Exercise description »
Leaving out every picture, retype the lines below from the top through the one that contains "for i, (u, v)".

Task data »
....

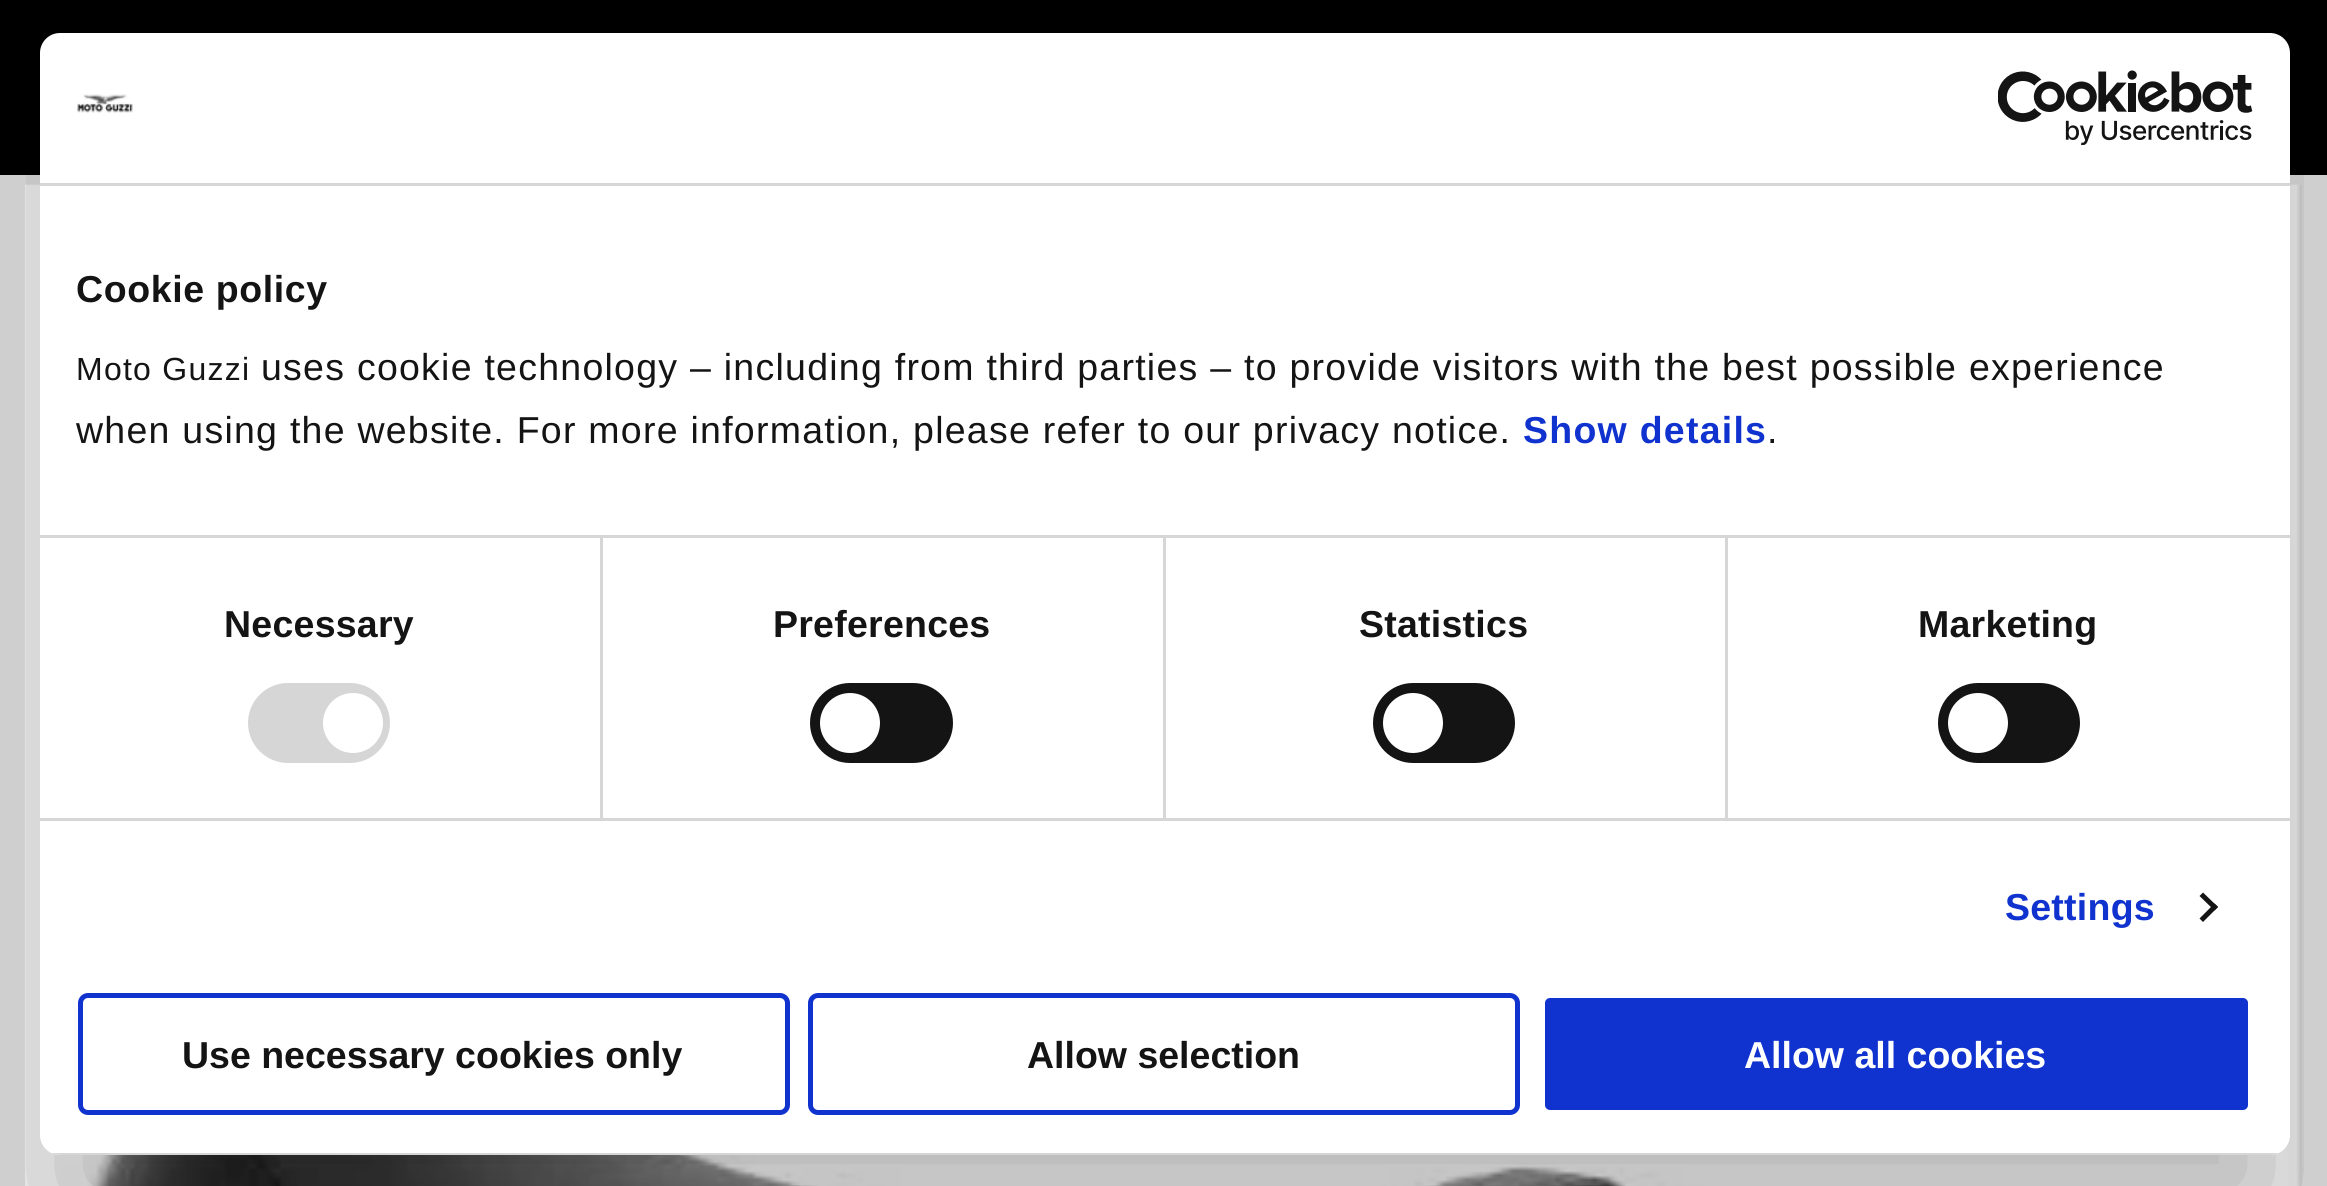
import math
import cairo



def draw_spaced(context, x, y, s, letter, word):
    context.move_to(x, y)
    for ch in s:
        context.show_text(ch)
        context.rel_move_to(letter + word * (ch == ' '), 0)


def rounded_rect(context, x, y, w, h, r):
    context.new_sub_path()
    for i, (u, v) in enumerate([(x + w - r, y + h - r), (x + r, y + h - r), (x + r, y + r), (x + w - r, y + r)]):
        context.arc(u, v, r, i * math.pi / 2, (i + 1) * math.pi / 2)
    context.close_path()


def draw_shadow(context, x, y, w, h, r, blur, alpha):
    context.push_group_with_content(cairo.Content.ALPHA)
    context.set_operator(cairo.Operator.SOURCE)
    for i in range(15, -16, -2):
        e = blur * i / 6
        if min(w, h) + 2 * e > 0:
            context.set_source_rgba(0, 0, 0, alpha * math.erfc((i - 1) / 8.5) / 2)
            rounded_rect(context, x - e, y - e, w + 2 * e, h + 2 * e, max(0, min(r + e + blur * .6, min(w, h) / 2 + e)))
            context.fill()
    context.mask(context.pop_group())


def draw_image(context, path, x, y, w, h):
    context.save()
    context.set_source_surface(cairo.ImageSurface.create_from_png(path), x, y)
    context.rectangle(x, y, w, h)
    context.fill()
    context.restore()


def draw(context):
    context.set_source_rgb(233 / 255, 233 / 255, 233 / 255)
    context.paint()
    context.set_source_rgb(0, 0, 0)
    context.rectangle(0, 0, 2327, 175)
    context.fill()
    draw_image(context, "images/1.png", 25, 184, 2277, 1002)
    context.set_source_rgb(0, 0, 0)
    draw_shadow(context, 40, 113, 2250, 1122, 20, 85, 0.3)
    context.set_source_rgb(1, 1, 1)
    rounded_rect(context, 40, 33, 2250, 1122, 20)
    context.fill()
    context.set_source_rgb(214 / 255, 214 / 255, 214 / 255)
    context.rectangle(40, 183, 2250, 3)
    context.fill()
    draw_image(context, "images/2.png", 77, 94, 56, 19)
    draw_image(context, "images/3.png", 1998, 70, 255, 75)
    context.rectangle(40, 535, 2250, 3)
    context.fill()
    context.rectangle(40, 818, 2250, 3)
    context.fill()
    context.rectangle(600, 538, 3, 280)
    context.fill()
    rounded_rect(context, 248, 683, 142, 80, 40)
    context.fill()
    context.set_source_rgb(1, 1, 1)
    context.arc(353, 723, 30, 0, 2 * math.pi)
    context.fill()
    context.set_source_rgb(214 / 255, 214 / 255, 214 / 255)
    context.rectangle(1163, 538, 3, 280)
    context.fill()
    context.set_source_rgb(20 / 255, 20 / 255, 20 / 255)
    rounded_rect(context, 810, 683, 143, 80, 40)
    context.fill()
    context.set_source_rgb(1, 1, 1)
    context.arc(850, 723, 30, 0, 2 * math.pi)
    context.fill()
    context.set_source_rgb(214 / 255, 214 / 255, 214 / 255)
    context.rectangle(1725, 538, 3, 280)
    context.fill()
    context.set_source_rgb(20 / 255, 20 / 255, 20 / 255)
    rounded_rect(context, 1373, 683, 142, 80, 40)
    context.fill()
    context.set_source_rgb(1, 1, 1)
    context.arc(1413, 723, 30, 0, 2 * math.pi)
    context.fill()
    context.set_source_rgb(20 / 255, 20 / 255, 20 / 255)
    rounded_rect(context, 1938, 683, 142, 80, 40)
    context.fill()
    context.set_source_rgb(1, 1, 1)
    context.arc(1978, 723, 30, 0, 2 * math.pi)
    context.fill()
    context.set_source_rgb(20 / 255, 20 / 255, 20 / 255)
    context.new_path()
    context.move_to(2203, 892.5)
    context.line_to(2218, 907)
    context.line_to(2214.5, 910.5)
    context.line_to(2199.5, 896)
    context.close_path()
    context.fill()
    context.new_path()
    context.move_to(2214.5, 903.5)
    context.line_to(2218, 907)
    context.line_to(2203, 922)
    context.line_to(2199.5, 918.5)
    context.close_path()
    context.fill()
    context.save()
    rounded_rect(context, 40, 33, 2250, 1122, 20)
    context.clip()
    context.set_source_rgb(214 / 255, 214 / 255, 214 / 255)
    context.rectangle(51, 1153, 2228, 2)
    context.fill()
    context.restore()
    rounded_rect(context, 80.5, 995.5, 707, 117, 7.5)
    context.set_source_rgb(16 / 255, 50 / 255, 207 / 255)
    context.set_line_width(5)
    context.stroke()
    rounded_rect(context, 810.5, 995.5, 707, 117, 7.5)
    context.stroke()
    rounded_rect(context, 1542.5, 995.5, 708, 117, 7.5)
    context.fill_preserve()
    context.set_source_rgb(1, 1, 1)
    context.stroke()
    context.select_font_face("Liberation Sans", cairo.FontSlant.NORMAL, cairo.FontWeight.BOLD)
    context.set_font_size(37.5)
    context.set_source_rgb(20 / 255, 20 / 255, 20 / 255)
    draw_spaced(context, 76, 302, "Cookie policy", 0.6, 0)
    context.select_font_face("Liberation Sans")
    context.set_font_size(32)
    draw_spaced(context, 76, 380, "Moto Guzzi", 1.25, 0)
    context.set_font_size(37.5)
    draw_spaced(context, 261, 380, "uses cookie technology – including from third parties – to provide visitors with the best possible experience", 1.25, 0)
    draw_spaced(context, 76, 443, "when using the website. For more information, please refer to our privacy notice.", 1.25, 0)
    context.select_font_face("Liberation Sans", cairo.FontSlant.NORMAL, cairo.FontWeight.BOLD)
    context.set_source_rgb(16 / 255, 50 / 255, 207 / 255)
    draw_spaced(context, 1523, 443, "Show details", 1.25, 0)
    context.select_font_face("Liberation Sans")
    context.set_source_rgb(20 / 255, 20 / 255, 20 / 255)
    draw_spaced(context, 1767, 443, ".", 1.25, 0)
    context.select_font_face("Liberation Sans", cairo.FontSlant.NORMAL, cairo.FontWeight.BOLD)
    draw_spaced(context, 224, 637, "Necessary", 0.25, 0)
    draw_spaced(context, 773, 637, "Preferences", 0.25, 0)
    draw_spaced(context, 1359, 637, "Statistics", 0.25, 0)
    draw_spaced(context, 1918, 637, "Marketing", 0.25, 0)
    context.set_source_rgb(16 / 255, 50 / 255, 207 / 255)
    draw_spaced(context, 2005, 920, "Settings", 0.25, 0)
    context.set_source_rgb(20 / 255, 20 / 255, 20 / 255)
    context.move_to(182, 1068)
    context.show_text("Use necessary cookies only")
    context.move_to(1027, 1068)
    context.show_text("Allow selection")
    context.set_source_rgb(1, 1, 1)
    context.move_to(1744, 1068)
    context.show_text("Allow all cookies")


surface = cairo.ImageSurface(cairo.Format.RGB24, 2327, 1186)
context = cairo.Context(surface)
options = cairo.FontOptions()
options.set_hint_metrics(cairo.HintMetrics.OFF)
options.set_hint_style(cairo.HintStyle.NONE)
context.set_font_options(options)
context.set_miter_limit(4)
draw(context)
surface.write_to_png("out.png")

....

Answer box »
import math
import cairo



def draw_spaced(context, x, y, s, letter, word):
    context.move_to(x, y)
    for ch in s:
        context.show_text(ch)
        context.rel_move_to(letter + word * (ch == ' '), 0)


def rounded_rect(context, x, y, w, h, r):
    context.new_sub_path()
    for i, (u, v) in enumerate([(x + w - r, y + h - r), (x + r, y + h - r), (x + r, y + r), (x + w - r, y + r)]):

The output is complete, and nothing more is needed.